После смерти отца, умершего несколько лет назад от инсульта, мать растерялась. Все, что представляло для нее смысл и наполненность жизни, ушло в одночасье, в тот воскресный денек, когда отец встал из-за стола. По выходным обеды бывали торжественные. Мама завела эту старосветскую традицию давно, вместо долгого воскресного сна с утра ехала на рынок, потом вставала к плите и к трем часам накрывала в большой комнате стол. Все легкое и питательное: бульон с крошечными пирожками, начиненными мясом, куриные котлетки, цветная капуста, салат, яблочная шарлотка и непременная бутылка красного сухого вина – бутылка, к которой никто не прикасался, и она кочевала от воскресенья к воскресенью неоткупоренной. Из горки доставались серебряные столовые приборы, уже порядком истертые, и красивая солонка в виде кареты, не то позолоченная, не то даже золотая. Обеденный сервиз был новодельный, но изящный, и непременно полотняные белоснежные салфетки! За обедом принято было беседовать о приятных вещах – о театральной премьере, например. Обыкновенно приглашали Марину, она приходила не всегда, но часто, сопоставляя визиты со своим никому не известным понятием о приличиях. Тогда ее как раз не было…
Отец и обычно-то бывал неразговорчив, а в тот день и вовсе молчал, правда, ел с большим аппетитом. Накануне у родителей произошла размолвка, и теперь, как Лера смутно догадывалась, папа все еще пребывал в недовольстве, а мама пыталась загладить неведомую вину и преувеличенно увлеченно щебетала о клубе собаководства, куда обязательно нужно съездить. Неделю назад, на таком же обеде, решено было завести собаку, непременно английского кокер-спаниеля. Но этот проект, как и многие другие, не осуществился. Покончив с яблочным пирогом, выпив одну за другой две чашки морса, отец встал из-за стола и сказал:
– Спасибо тебе, голубка. Простите, мне что-то не по себе.
– Я сейчас достану тонометр, – поднялась мать, но не успела сделать и шага из-за стола.
Отец странно поднял руки, рванул тугой воротник рубашки так, что по столу запрыгала маленькая пуговка, и повалился навзничь с полухрипом-полустоном. Он больше не встал с толстого туркестанского ковра, и до того момента, пока приехали за ним на страшной машине говорливые, бодрые чужие люди, Лера смотрела опустевшими глазами на подошвы его домашних туфель – он всегда носил дома туфли, подчиняясь диктату матери, хотя сам любил толстые шерстяные носки и разношенные шлепанцы.
Бодрые люди не спасли отца, он умер в больнице, и его похоронили. Мать же… Она, можно сказать, временно повредилась в рассудке. Она плакала постоянно, словно сердце ее было хрустальным кувшином, наполненным всклянь водой, а смерть мужа этот кувшин разбила.
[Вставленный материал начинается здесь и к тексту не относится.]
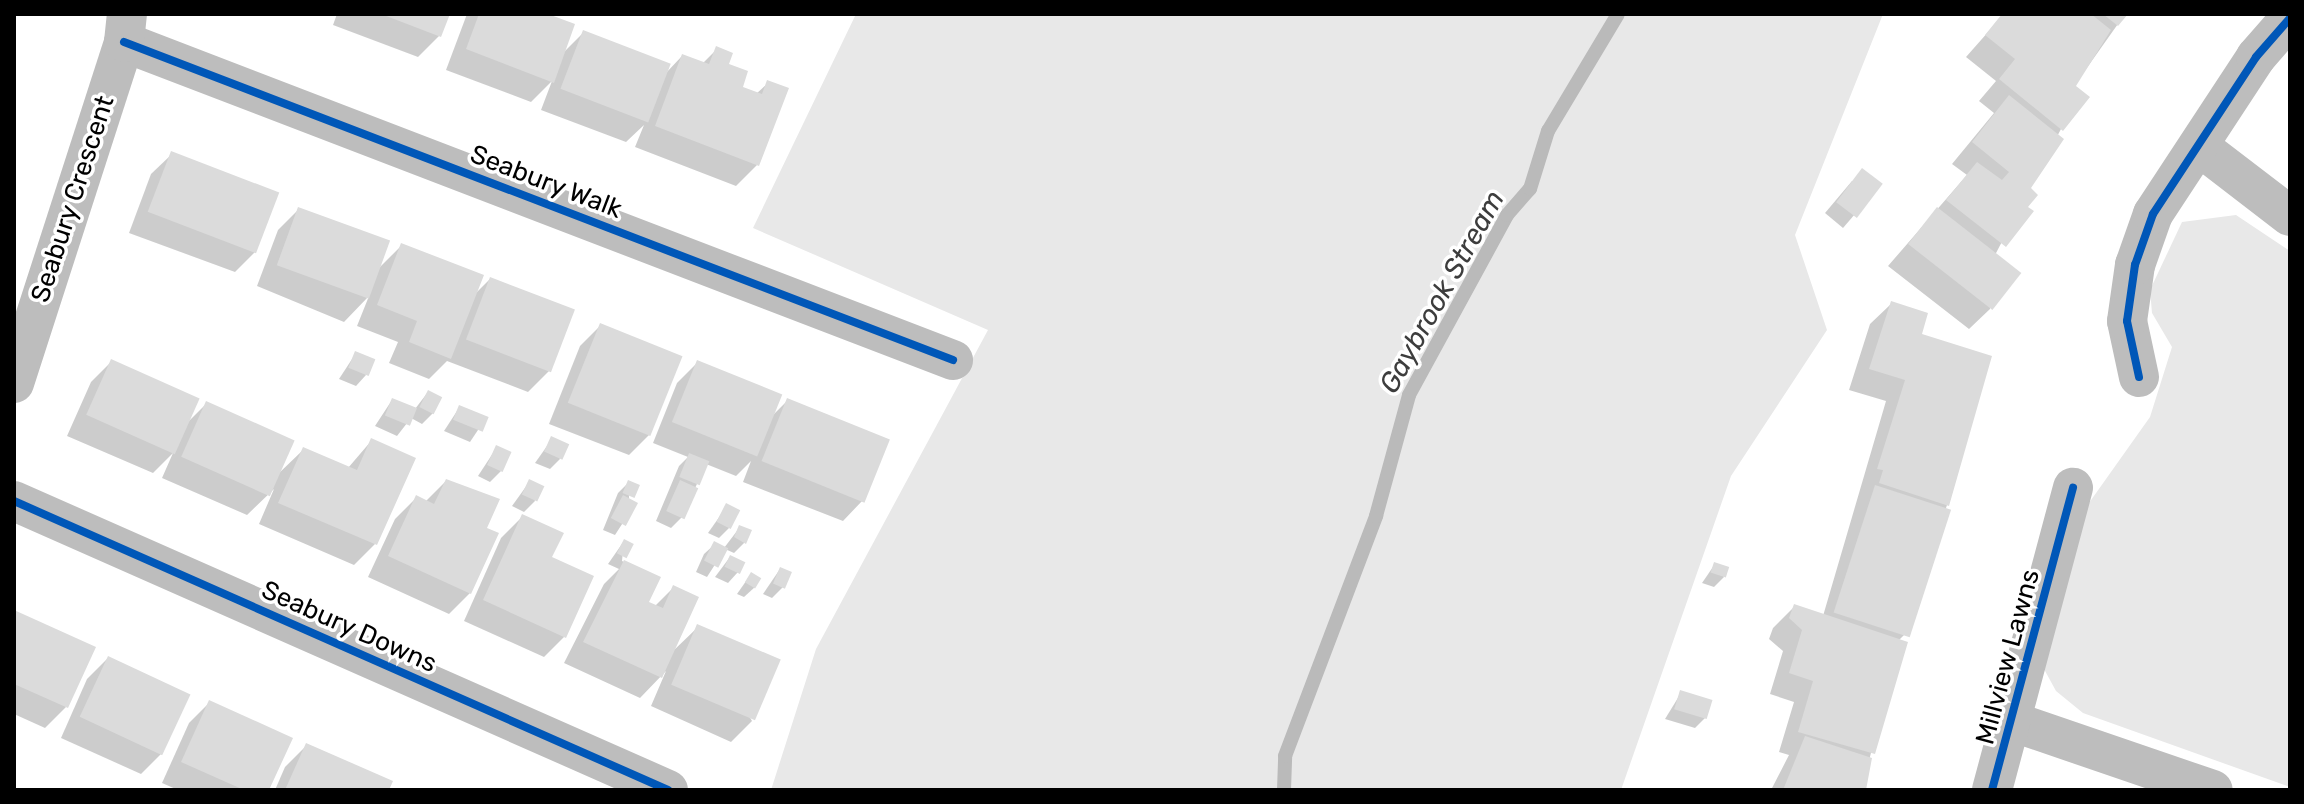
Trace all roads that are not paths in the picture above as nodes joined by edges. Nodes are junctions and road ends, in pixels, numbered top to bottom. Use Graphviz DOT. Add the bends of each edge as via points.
graph roads {
  1 [pos="2290,18"];
  2 [pos="126,28"];
  3 [pos="2200,147"];
  4 [pos="2290,216"];
  5 [pos="953,360"];
  6 [pos="2139,377"];
  7 [pos="14,383"];
  8 [pos="2073,488"];
  9 [pos="14,501"];
  10 [pos="2014,722"];
  11 [pos="668,790"];
  12 [pos="1992,790"];
  13 [pos="2213,790"];
  1 -- 3 [label="street" via="2256,57"];
  2 -- 5 [label="street, Seabury Walk"];
  2 -- 7 [label="street, Seabury Crescent"];
  3 -- 4 [label="street"];
  3 -- 6 [label="street" via="2153,214 2135,265 2127,321"];
  8 -- 10 [label="street, Millview Lawns"];
  9 -- 11 [label="street, Seabury Downs"];
  10 -- 12 [label="street, Millview Lawns"];
  10 -- 13 [label="street, Millview Lawns"];
}
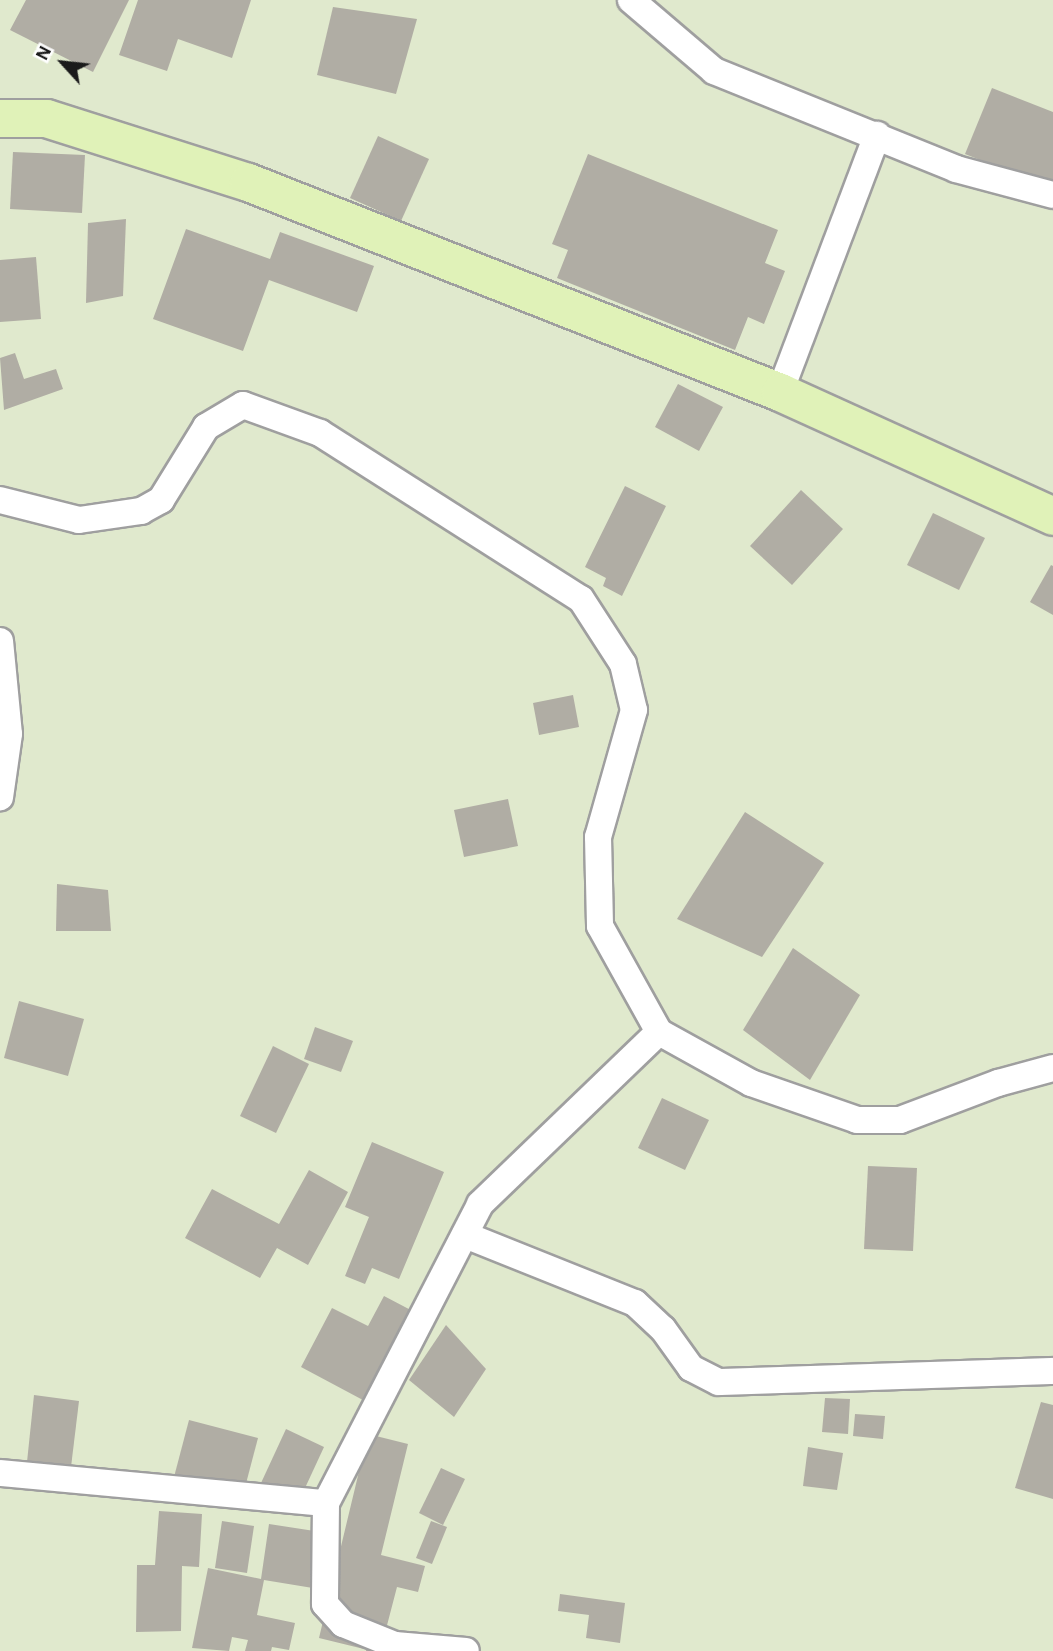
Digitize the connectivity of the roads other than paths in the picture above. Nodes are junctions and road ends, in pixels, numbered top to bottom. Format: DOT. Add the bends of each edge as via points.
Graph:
graph roads {
  1 [pos="631,0"];
  2 [pos="0,118"];
  3 [pos="877,135"];
  4 [pos="1053,195"];
  5 [pos="780,392"];
  6 [pos="0,500"];
  7 [pos="1053,516"];
  8 [pos="1,656"];
  9 [pos="0,797"];
  10 [pos="659,1032"];
  11 [pos="1053,1068"];
  12 [pos="465,1235"];
  13 [pos="1053,1371"];
  14 [pos="0,1473"];
  15 [pos="326,1503"];
  16 [pos="466,1651"];
  1 -- 3 [label="street" via="714,71"];
  2 -- 5 [label="main road" via="46,118 248,182"];
  3 -- 4 [label="street" via="956,169"];
  3 -- 5 [label="street"];
  5 -- 7 [label="main road"];
  6 -- 10 [label="street" via="79,520 141,511 161,499 206,427 243,405 320,433 581,599 623,664 634,710 598,837 600,926"];
  8 -- 9 [label="street" via="9,734"];
  10 -- 11 [label="street" via="751,1083 857,1120 900,1120"];
  10 -- 12 [label="street" via="518,1163 480,1203"];
  12 -- 13 [label="street" via="635,1303 663,1329 691,1368 719,1382"];
  12 -- 15 [label="street"];
  14 -- 15 [label="street"];
  15 -- 16 [label="street" via="325,1604 343,1624 395,1645"];
}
Но тем не менее она красила каждое утро набухшие от слез глаза водостойкой тушью, сшила у дорогой портнихи эффектные траурные туалеты и продолжала ходить по гостям, по театрам. Она выбрала странный способ бороться со скорбью, но хотя бы он помогал! Нет. В житейской катастрофе погиб прежде всего смысл ее жизни – смысл жизни домохозяйки, нигде и никогда не работавшей, посвятившей себя заботам о муже, дочери и о себе самой. О дочери Ольга Андреевна забыла совсем, к тому же ее образ жизни наносил серьезный ущерб бюджету осиротевшей семьи.